One of the best things about quitting smoking is just how quickly your body recovers from the ill effects of smoking. While it takes many years to completely recover, your body starts healing itself in just over a quarter of an hour. These are some of the things you can look forward to (and be wary of) in the coming days after stopping smoking.

About twenty minutes after quitting smoking, your blood pressure and heart rate are back to a normal level.

12 hours after stopping, your blood oxygen saturation has become normal, and nicotine levels in the bloodstream are a twentieth of their levels as a smoker.
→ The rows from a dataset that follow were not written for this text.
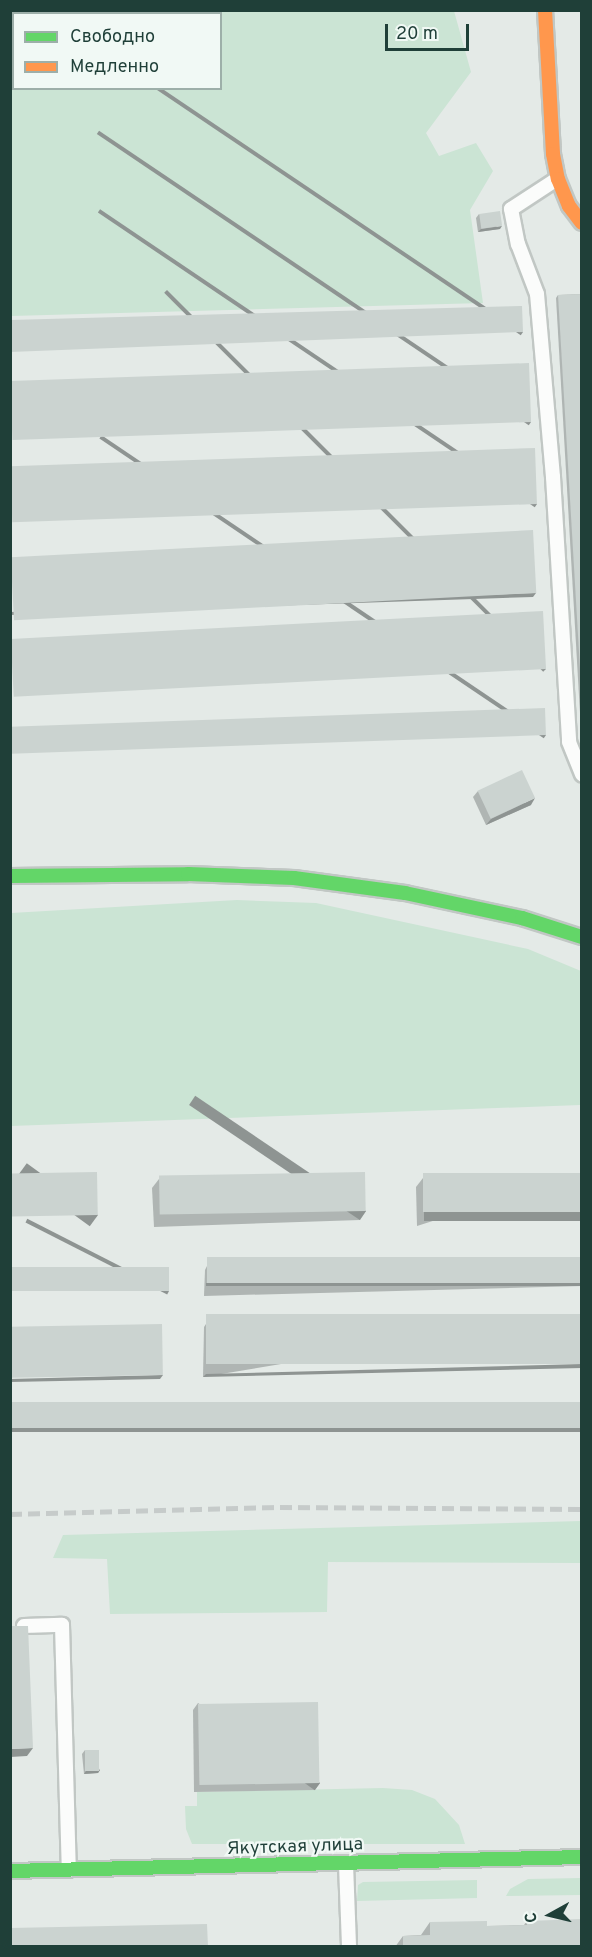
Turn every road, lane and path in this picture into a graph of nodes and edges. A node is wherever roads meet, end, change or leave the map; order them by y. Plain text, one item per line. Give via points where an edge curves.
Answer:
1 (545, 10) edge
2 (558, 179) junction
3 (582, 223) edge
4 (582, 774) edge
5 (10, 876) edge
6 (582, 937) edge
7 (24, 1626) edge
8 (582, 1857) edge
9 (346, 1864) junction
10 (69, 1870) junction
11 (10, 1872) edge
12 (349, 1947) edge

1 - 2 street via 553,154
2 - 3 street via 569,206
2 - 4 lane via 512,209 518,244 537,294 569,742
5 - 6 street via 188,874 294,878 417,896 522,918
7 - 10 lane via 62,1625
8 - 9 street, Якутская улица
9 - 10 street, Якутская улица
9 - 12 lane
10 - 11 street, Якутская улица

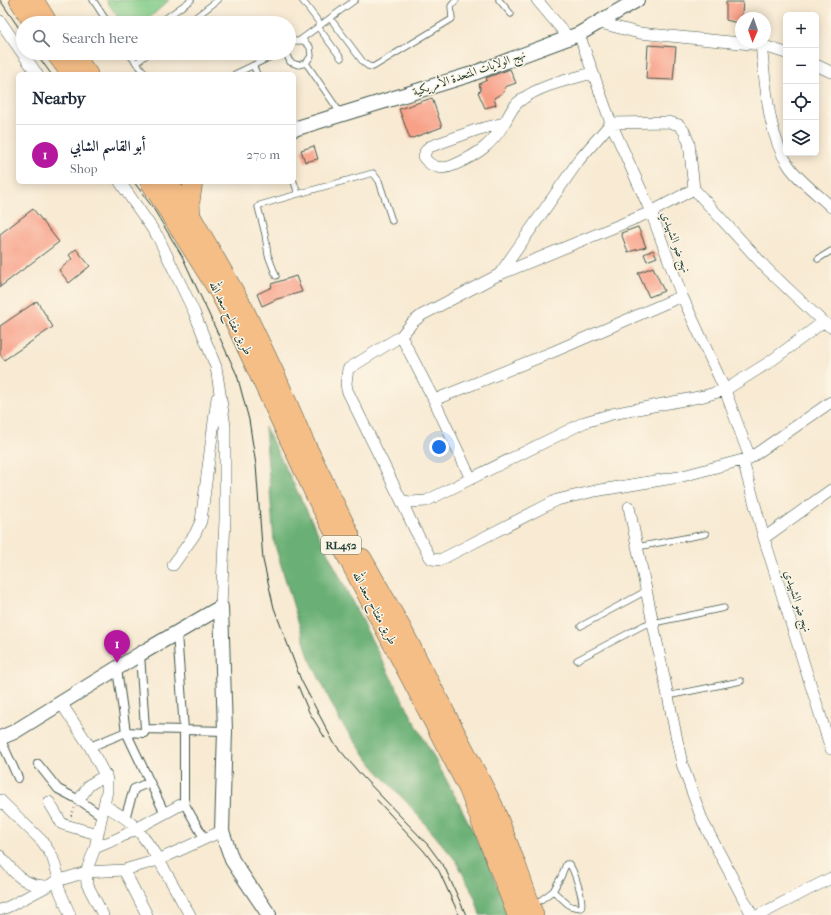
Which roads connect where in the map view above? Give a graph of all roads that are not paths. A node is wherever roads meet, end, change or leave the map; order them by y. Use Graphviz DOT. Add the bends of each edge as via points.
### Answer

One day after quitting, you will start to feel the anxiety and withdrawal that comes with quitting smoking. You’ve made it this far, don’t turn back!
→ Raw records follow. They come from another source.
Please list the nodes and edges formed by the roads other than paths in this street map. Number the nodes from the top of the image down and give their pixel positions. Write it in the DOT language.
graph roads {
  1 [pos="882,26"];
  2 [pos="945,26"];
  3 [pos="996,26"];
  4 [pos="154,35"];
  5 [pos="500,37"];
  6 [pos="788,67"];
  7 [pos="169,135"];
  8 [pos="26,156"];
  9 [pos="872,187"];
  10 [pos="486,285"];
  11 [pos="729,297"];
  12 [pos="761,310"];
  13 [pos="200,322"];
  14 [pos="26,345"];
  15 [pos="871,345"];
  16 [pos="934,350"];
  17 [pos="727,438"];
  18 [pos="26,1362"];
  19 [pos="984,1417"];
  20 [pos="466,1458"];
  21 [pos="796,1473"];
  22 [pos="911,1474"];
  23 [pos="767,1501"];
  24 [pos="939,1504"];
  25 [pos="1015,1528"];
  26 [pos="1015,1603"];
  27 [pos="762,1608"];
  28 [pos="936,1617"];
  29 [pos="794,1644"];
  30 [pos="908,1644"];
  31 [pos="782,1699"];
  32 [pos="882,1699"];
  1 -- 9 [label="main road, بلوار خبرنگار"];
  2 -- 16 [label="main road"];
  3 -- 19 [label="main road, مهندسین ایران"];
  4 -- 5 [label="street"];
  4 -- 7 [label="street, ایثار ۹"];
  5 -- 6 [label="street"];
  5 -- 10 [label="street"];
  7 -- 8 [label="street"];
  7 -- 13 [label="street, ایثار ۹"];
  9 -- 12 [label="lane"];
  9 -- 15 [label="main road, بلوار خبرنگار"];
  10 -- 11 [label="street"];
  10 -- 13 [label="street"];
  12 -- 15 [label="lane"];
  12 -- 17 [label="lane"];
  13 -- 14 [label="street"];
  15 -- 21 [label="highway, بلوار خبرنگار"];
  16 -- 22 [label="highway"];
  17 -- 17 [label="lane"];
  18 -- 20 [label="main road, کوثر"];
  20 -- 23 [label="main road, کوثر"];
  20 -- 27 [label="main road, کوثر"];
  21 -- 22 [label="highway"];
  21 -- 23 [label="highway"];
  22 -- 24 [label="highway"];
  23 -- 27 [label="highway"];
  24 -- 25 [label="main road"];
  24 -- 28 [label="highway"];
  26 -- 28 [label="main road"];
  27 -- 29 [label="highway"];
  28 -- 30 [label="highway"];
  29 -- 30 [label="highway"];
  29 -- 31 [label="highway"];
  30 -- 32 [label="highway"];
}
Between two and three days from the last time you’ve smoked, your irritability will be at an all time high. You’ll experience several cravings per day for cigarettes, but as time goes on their length and intensity decreases. It also becomes easier to breathe, as your lungs are healing.

After a week, you’ll experience fewer symptoms of withdrawal. Past the three day mark, all withdrawal symptoms are mental, as your body as cleansed itself from the addictive properties of nicotine. Stick with it, because it only gets better from here!
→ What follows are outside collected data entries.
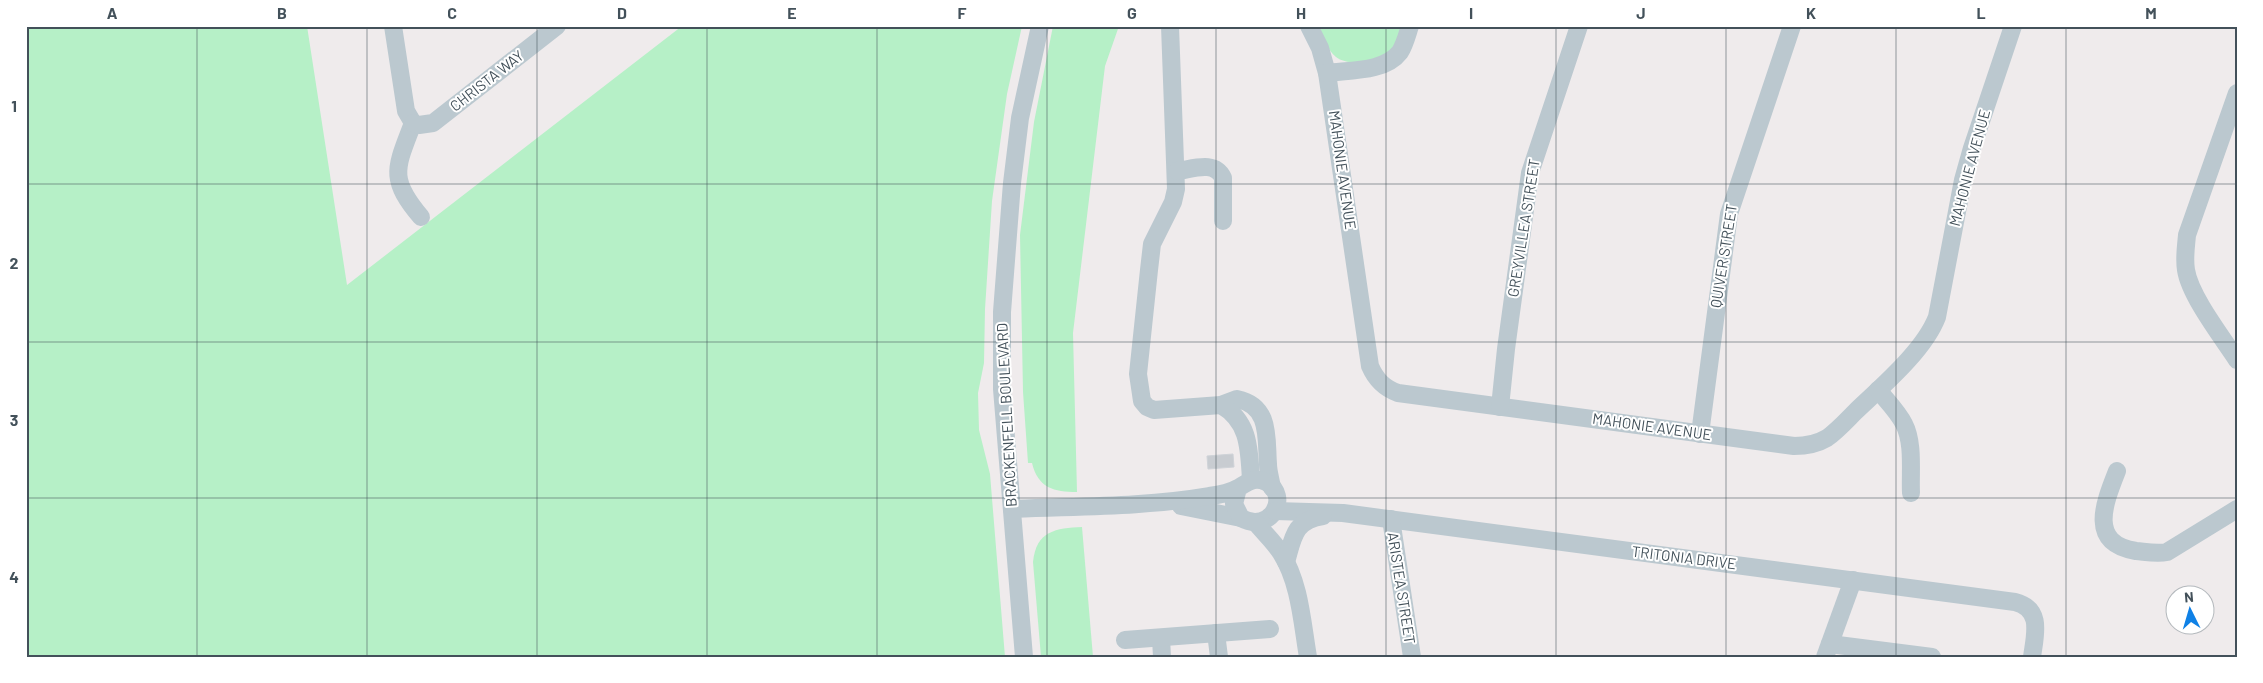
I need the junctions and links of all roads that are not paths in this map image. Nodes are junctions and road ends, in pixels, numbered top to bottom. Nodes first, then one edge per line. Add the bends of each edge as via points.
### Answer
1 (393, 26) edge
2 (557, 26) edge
3 (1040, 26) edge
4 (1170, 26) edge
5 (1309, 26) edge
6 (1410, 26) edge
7 (1579, 26) edge
8 (1792, 26) edge
9 (2013, 26) edge
10 (1327, 73) junction
11 (2237, 92) edge
12 (414, 123) junction
13 (1177, 171) junction
14 (421, 217) dead end
15 (1223, 221) dead end
16 (2237, 360) edge
17 (1878, 390) junction
18 (1221, 405) junction
19 (1500, 407) junction
20 (1700, 434) junction
21 (2118, 471) dead end
22 (1245, 484) junction
23 (1911, 493) dead end
24 (1274, 502) junction
25 (1165, 503) junction
26 (1012, 509) junction
27 (2237, 509) edge
28 (1336, 512) junction
29 (1249, 520) junction
30 (1391, 520) junction
31 (1283, 556) junction
32 (1853, 580) junction
33 (1270, 629) dead end
34 (1216, 633) junction
35 (1161, 638) junction
36 (1125, 640) dead end
37 (1828, 650) edge
38 (1024, 657) edge
39 (1162, 657) edge
40 (1219, 657) edge
41 (1308, 657) edge
42 (1412, 657) edge
43 (1932, 657) edge
44 (2032, 657) edge

1 - 12 street via 406,111
2 - 12 street, CHRISTA WAY via 433,123
3 - 26 street, BRACKENFELL BOULEVARD via 1020,118 1002,312 1002,389
4 - 13 street
5 - 10 street, MAHONIE AVENUE
6 - 10 street via 1401,50 1390,61 1378,66
7 - 19 street, GREYVILLEA STREET via 1530,173
8 - 20 street, QUIVER STREET via 1729,214
9 - 17 street, MAHONIE AVENUE via 1963,180 1937,317 1924,341
10 - 19 street, MAHONIE AVENUE via 1373,372 1382,385 1398,394
11 - 16 street via 2187,235 2185,255 2186,272 2195,294
12 - 14 street via 397,172 405,199
13 - 15 street via 1209,166 1221,172
13 - 18 street via 1174,202 1151,253 1138,374 1141,397 1147,407 1154,410
17 - 20 street, MAHONIE AVENUE via 1834,432 1806,446
17 - 23 street via 1907,429
18 - 22 street via 1235,415 1244,429 1248,444
18 - 24 street via 1241,400 1252,405 1263,417
19 - 20 street, MAHONIE AVENUE
21 - 27 street via 2108,495 2104,525 2108,537 2122,548 2157,554 2167,552
22 - 24 street via 1266,483
22 - 25 street via 1219,494
22 - 29 street via 1234,504 1236,511
24 - 28 street, TRITONIA DRIVE
24 - 29 street via 1265,521
24 - 31 street
25 - 26 street
25 - 29 street
26 - 38 street, BRACKENFELL BOULEVARD
28 - 30 street, TRITONIA DRIVE
28 - 31 street via 1301,524
29 - 31 street
30 - 32 street, TRITONIA DRIVE
30 - 42 street, ARISTEA STREET
31 - 41 street via 1297,592
32 - 37 street
32 - 44 street, TRITONIA DRIVE via 2026,606 2034,614 2036,625
33 - 34 street
34 - 35 street
34 - 40 street
35 - 36 street
35 - 39 street
37 - 43 street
After two weeks, you shouldn’t feel withdrawal any more. Urges to smoke will have dissipated, and you can relax knowing that you have taken control of your life again. In the coming few weeks, irritability, sleeplessness, and depression associated with smoking will subside and you’ll be able to take in just how incredible it is to not be a smoker.

One year after quitting, you are at a massively decreased risk of coronary heart disease, about half that of a smoker. Over the next few years, the rest of your disease risks will return to those of a non-smoker.

The first month is the hardest, but if you stick to it you’ll be rewarded in the end. Make sure that your family and friends know that you’re quitting smoking and to expect you to be more irritable and anxious. The first two weeks after I quit, I was absolutely unbearable to be around, but it went away with time and I never look back and miss smoking.

Remember though, your body won’t start to heal until you’ve actually quit smoking. If you want to quit smoking today, pick up a copy of the EasyQuit System and stop the damaging effects of cigarettes on your body once and for all!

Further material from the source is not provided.